▶ **Exercise goal**: Starting at the top line, print the entries below exactly as they are and skip every picture.

▶ **Dataset records**:

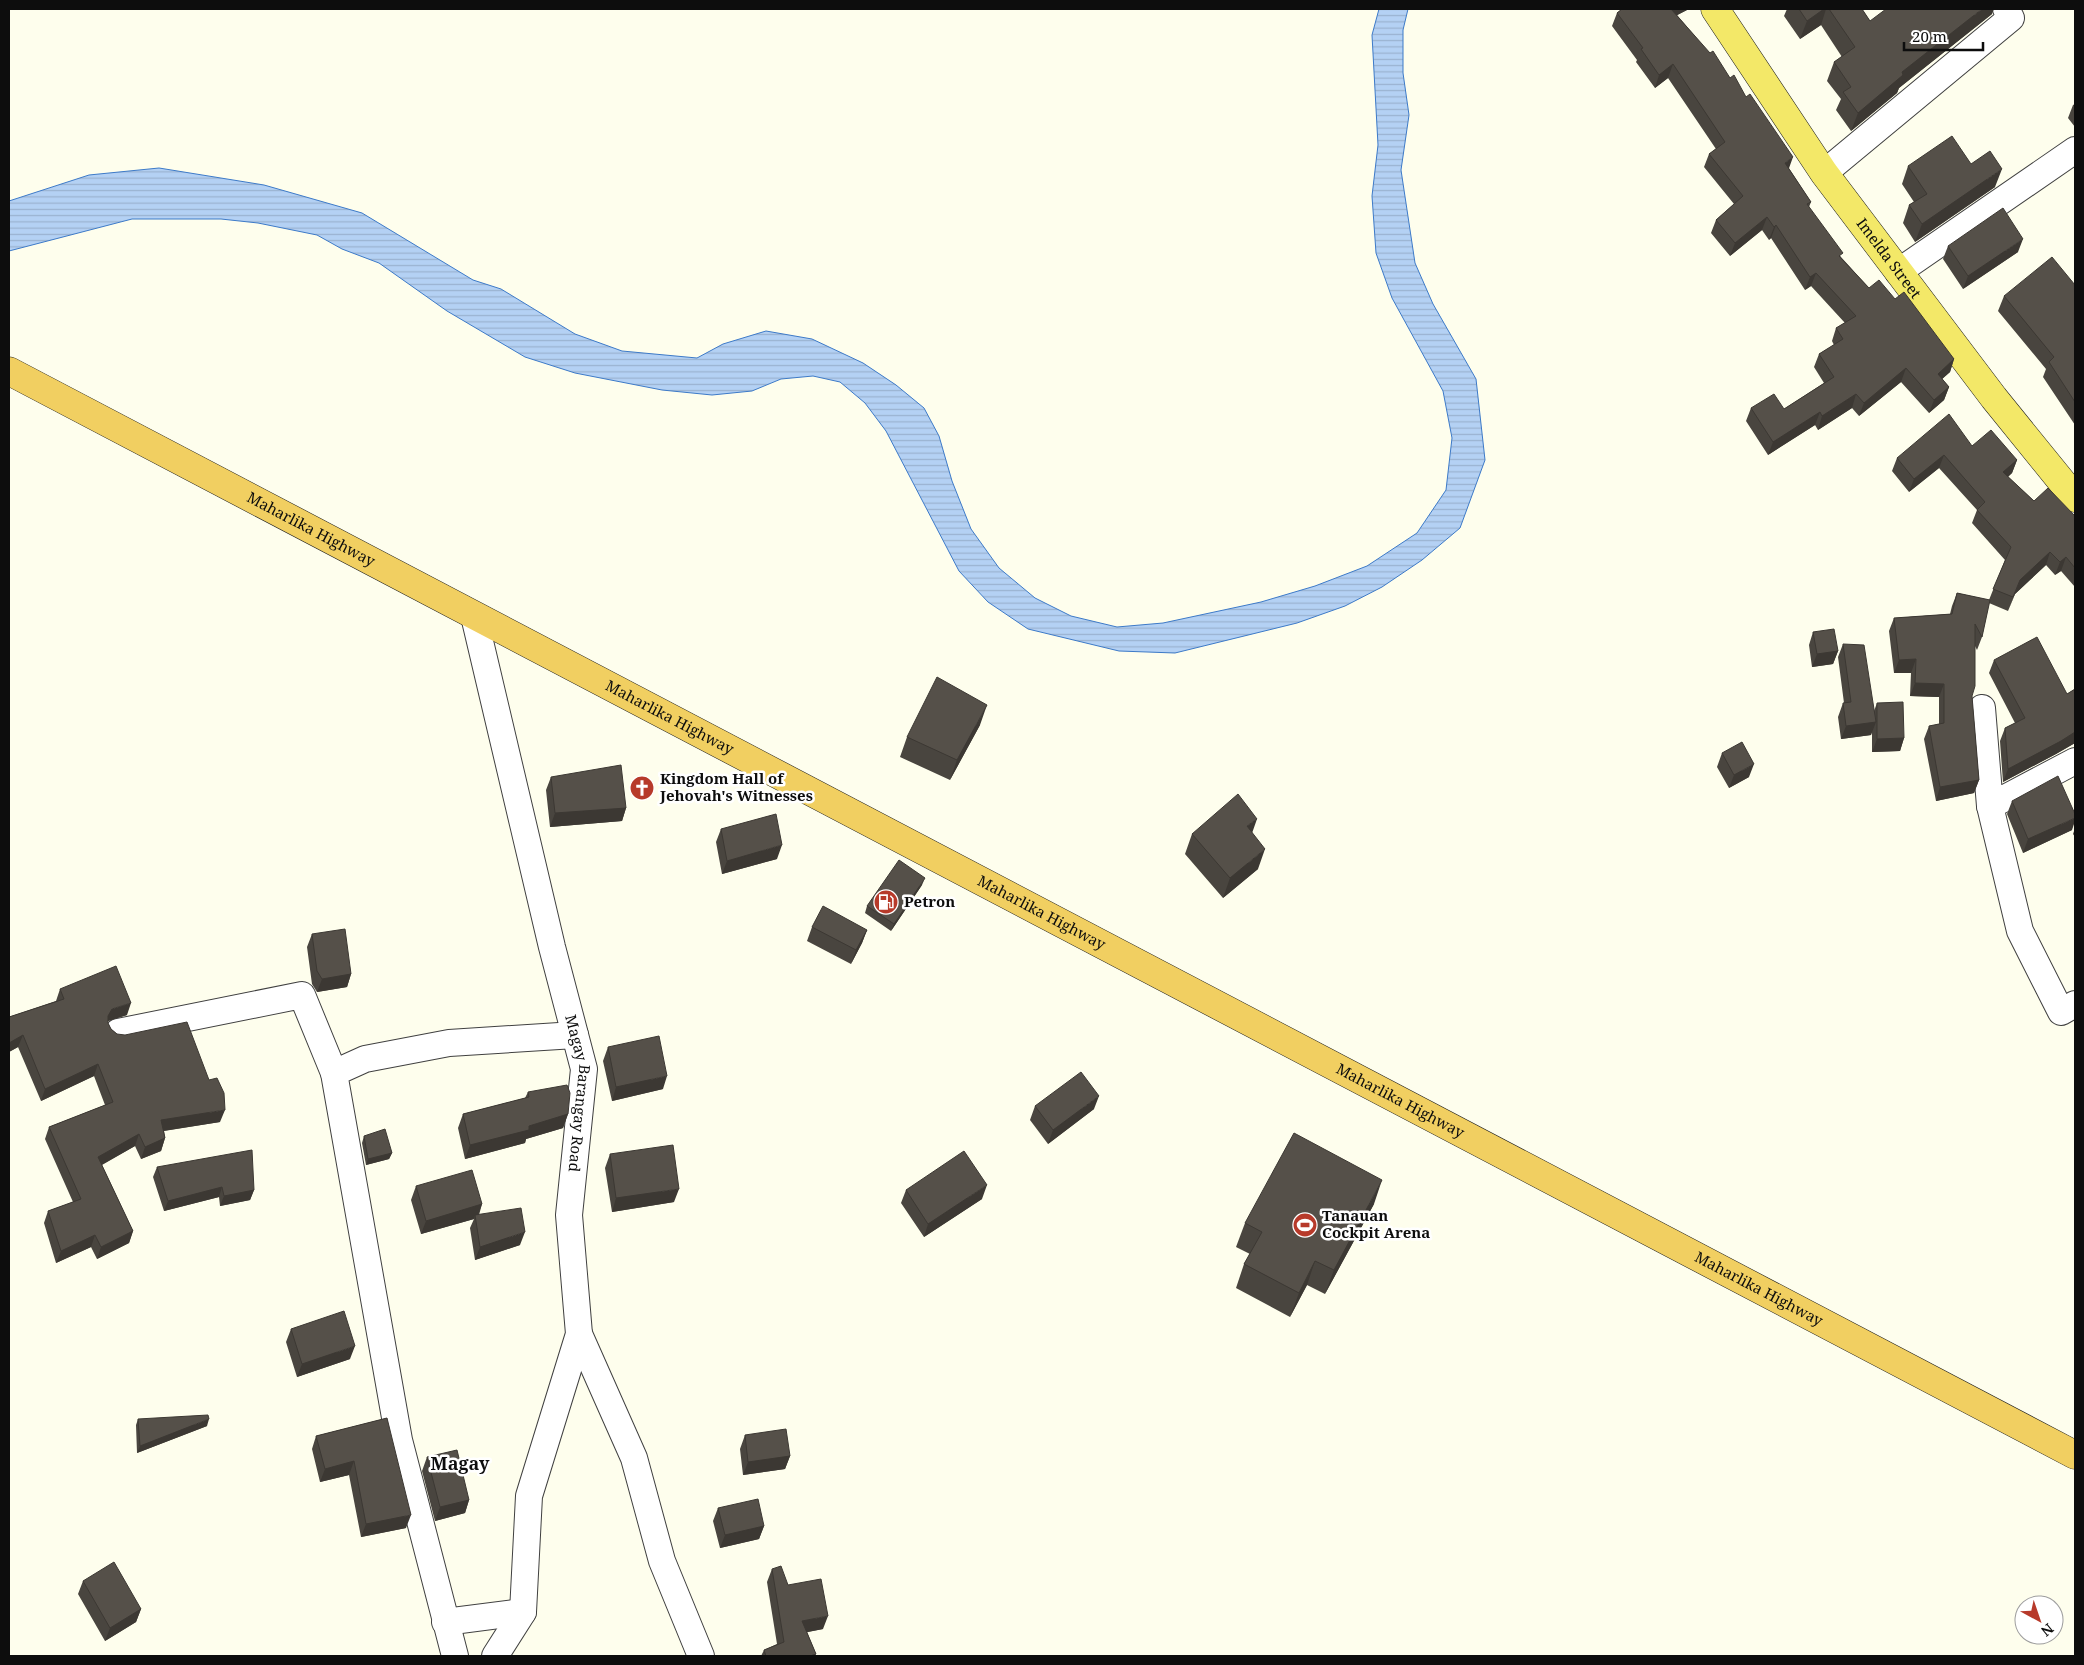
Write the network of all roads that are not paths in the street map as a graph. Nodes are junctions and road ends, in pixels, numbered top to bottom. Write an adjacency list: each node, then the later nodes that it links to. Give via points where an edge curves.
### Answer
1 (1715, 9): 4 (main road, Imelda Street)
2 (2006, 9): 4 (street, via 2011,18)
3 (2075, 150): 5 (street)
4 (1824, 173): 5 (main road, Imelda Street)
5 (1898, 272): 7 (main road, Imelda Street)
6 (9, 371): 8 (highway, Maharlika Highway)
7 (2075, 498)
8 (474, 616): 14 (street, Magay Barangay Road); 17 (highway, Maharlika Highway)
9 (1982, 708): 11 (street)
10 (2075, 761): 11 (street)
11 (1990, 806): 12 (street, via 2020,931 2061,1012)
12 (2075, 1004)
13 (118, 1032): 15 (street, via 302,995)
14 (575, 1035): 15 (street, via 449,1043 365,1059); 16 (street, Magay Barangay Road, via 584,1069 569,1215)
15 (334, 1073): 19 (street, via 399,1440)
16 (579, 1334): 18 (street, Magay Barangay Road, via 529,1496); 22 (street, via 634,1458 662,1562)
17 (2075, 1456)
18 (523, 1612): 19 (street); 21 (street, Magay Barangay Road)
19 (445, 1622): 20 (street)
20 (455, 1656)
21 (495, 1656)
22 (701, 1656)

▶ **Finished exercise**:
Write the network of all roads that are not paths in the street map as a graph. Nodes are junctions and road ends, in pixels, numbered top to bottom. Write an adjacency list: each node, then the later nodes that it links to. Give via points where an edge curves.
### Answer
1 (1715, 9): 4 (main road, Imelda Street)
2 (2006, 9): 4 (street, via 2011,18)
3 (2075, 150): 5 (street)
4 (1824, 173): 5 (main road, Imelda Street)
5 (1898, 272): 7 (main road, Imelda Street)
6 (9, 371): 8 (highway, Maharlika Highway)
7 (2075, 498)
8 (474, 616): 14 (street, Magay Barangay Road); 17 (highway, Maharlika Highway)
9 (1982, 708): 11 (street)
10 (2075, 761): 11 (street)
11 (1990, 806): 12 (street, via 2020,931 2061,1012)
12 (2075, 1004)
13 (118, 1032): 15 (street, via 302,995)
14 (575, 1035): 15 (street, via 449,1043 365,1059); 16 (street, Magay Barangay Road, via 584,1069 569,1215)
15 (334, 1073): 19 (street, via 399,1440)
16 (579, 1334): 18 (street, Magay Barangay Road, via 529,1496); 22 (street, via 634,1458 662,1562)
17 (2075, 1456)
18 (523, 1612): 19 (street); 21 (street, Magay Barangay Road)
19 (445, 1622): 20 (street)
20 (455, 1656)
21 (495, 1656)
22 (701, 1656)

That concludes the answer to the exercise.